More than 2,600 officials at agencies from the Commerce Department to the Treasury Department, during both Republican and Democratic administrations, disclosed stock investments in companies while those same companies were lobbying their agencies for favorable policies.

That amounts to more than one in five senior federal employees across 50 federal agencies reviewed by the Journal.

  • A top official at the Environmental Protection Agency reported purchases of oil and gas stocks.
  • The Food and Drug Administration improperly let an official own dozens of food and drug stocks on its no-buy list.
  • A Defense Department official bought stock in a defense company five times before it won new business from the Pentagon.

The Journal obtained and analyzed more than 31,000 financial-disclosure forms for about 12,000 senior career employees, political staff and presidential appointees. The review spans 2016 through 2021 and includes data on about 850,000 financial assets and more than 315,000 trades reported in stocks, bonds and funds by the officials, their spouses or dependent children. …

More than five dozen officials at five agencies, including the Federal Trade Commission and the Justice Department, reported trading stock in companies shortly before their departments announced enforcement actions, such as charges and settlements, against those companies. …

About 70 federal officials reported using riskier financial techniques such as short selling and options trading, with some individual trades valued at between $5 million and $25 million. In all, the forms revealed more than 90,000 trades of stocks during the six-year period reviewed. …

Blatantly illegal:

U.S. law prohibits federal officials from working on any matters that could affect their personal finances. Additional regulations adopted in 1992 direct federal employees to avoid even an appearance of a conflict of interest. …
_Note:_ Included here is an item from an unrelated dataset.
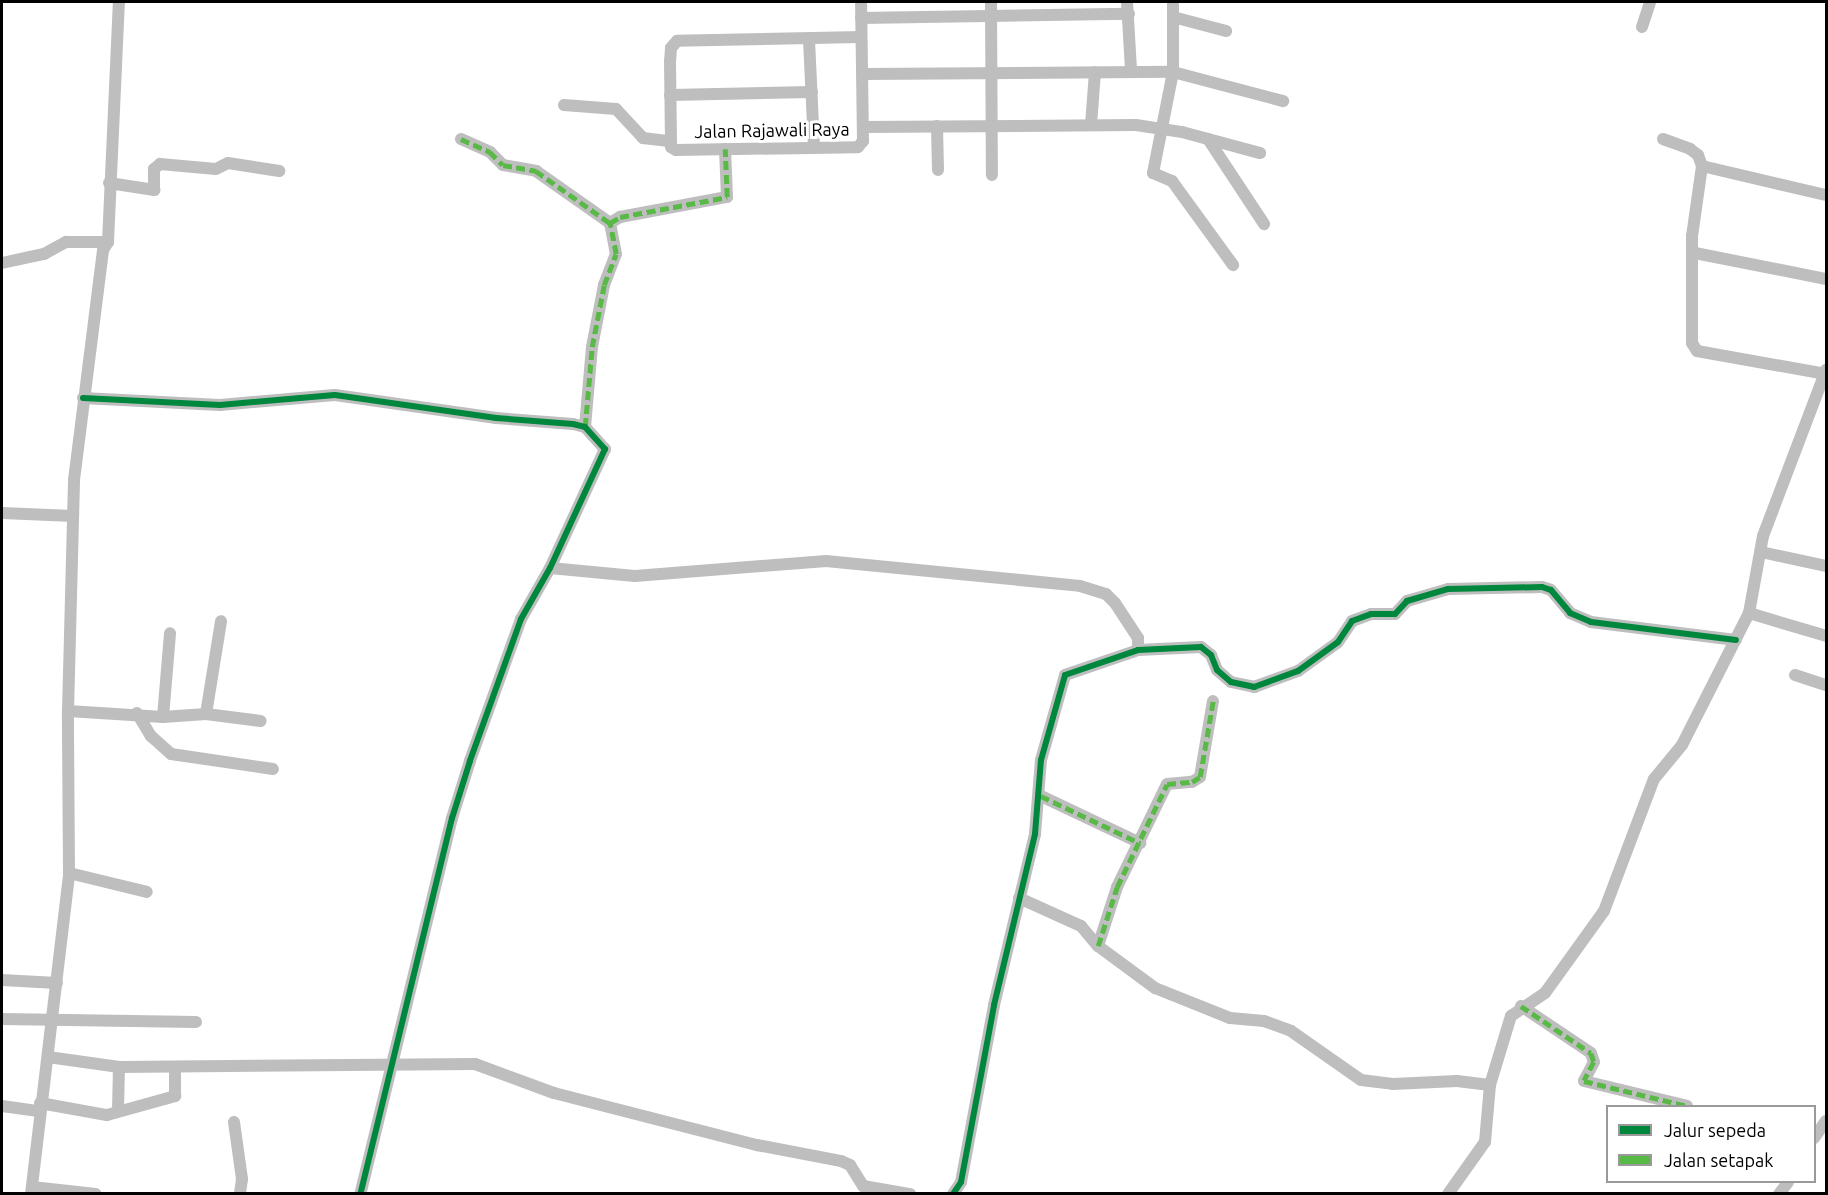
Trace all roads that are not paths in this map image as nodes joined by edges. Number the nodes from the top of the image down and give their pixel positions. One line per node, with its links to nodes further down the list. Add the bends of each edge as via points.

Under federal regulations, investments of $15,000 or less in individual stocks aren’t considered potential conflicts, nor are holdings of $50,000 or less in mutual funds that focus on a specific industry. The law doesn’t restrict investing in diversified funds. …

When financial holdings caused a conflict, the agencies sometimes simply waived the rules. In most instances identified by the Journal, ethics officials certified that the employees had complied with the rules, which have several exemptions that allow officials to hold stock that conflicts with their agency’s work.

Federal agency officials, many of them unknown to the public, wield “immense power and influence over things that impact the day-to-day lives of everyday Americans, such as public health and food safety, diplomatic relations and regulating trade,” said Don Fox, an ethics lawyer and former general counsel at the U.S. agency that oversees conflict-of-interest rules.

He said many of the examples in the Journal analysis “clearly violate the spirit behind the law, which is to maintain the public’s confidence in the integrity of the government.”

Lawmakers too:

Congress has long faced criticism for not prohibiting lawmakers from working on matters in which they have a financial interest. …

Journal reporting last year on federal judges, revealing that more than 130 jurists heard cases in which they had a financial interest, led to a law passed this May requiring judges to promptly post online any stock trades they make.

Example: Lihong McPhail:

The financial disclosure of Lihong McPhail, an economist at the CFTC, showed the most trading reported by any federal official in the Journal’s review. Her husband made more than 9,500 trades in 2020 — an average of about 38 each trading day, according to her disclosure form and the CFTC. …

In amending the Commodity Exchange Act, Congress also declared that any breach by a CFTC employee of an investment rule set by the commission could be punishable by up to a $500,000 fine and five years in prison. The CFTC’s role doesn’t include regulating stocks, but in 2002, the agency adopted a rule banning short selling by its employees and their families.

Nonetheless, a CFTC ethics official approved short selling by Ms. McPhail’s husband, Joseph McPhail, a CFTC spokesman said, fearing that the commission “could possibly be sued by the employee if we said no.” The spokesman said the ethics office believed the regulatory provision exceeded the commission’s statutory authority.

Joanne Nova:

There’s a reason everything seems to be going off the rails simultaneously. The more money we print, the more corruption we feed.

US base money, which gets amplified 20-fold by the private banking system

And if you think corruption is terrible now, just wait until bureaucrats and bankers get a Global Carbon Currency.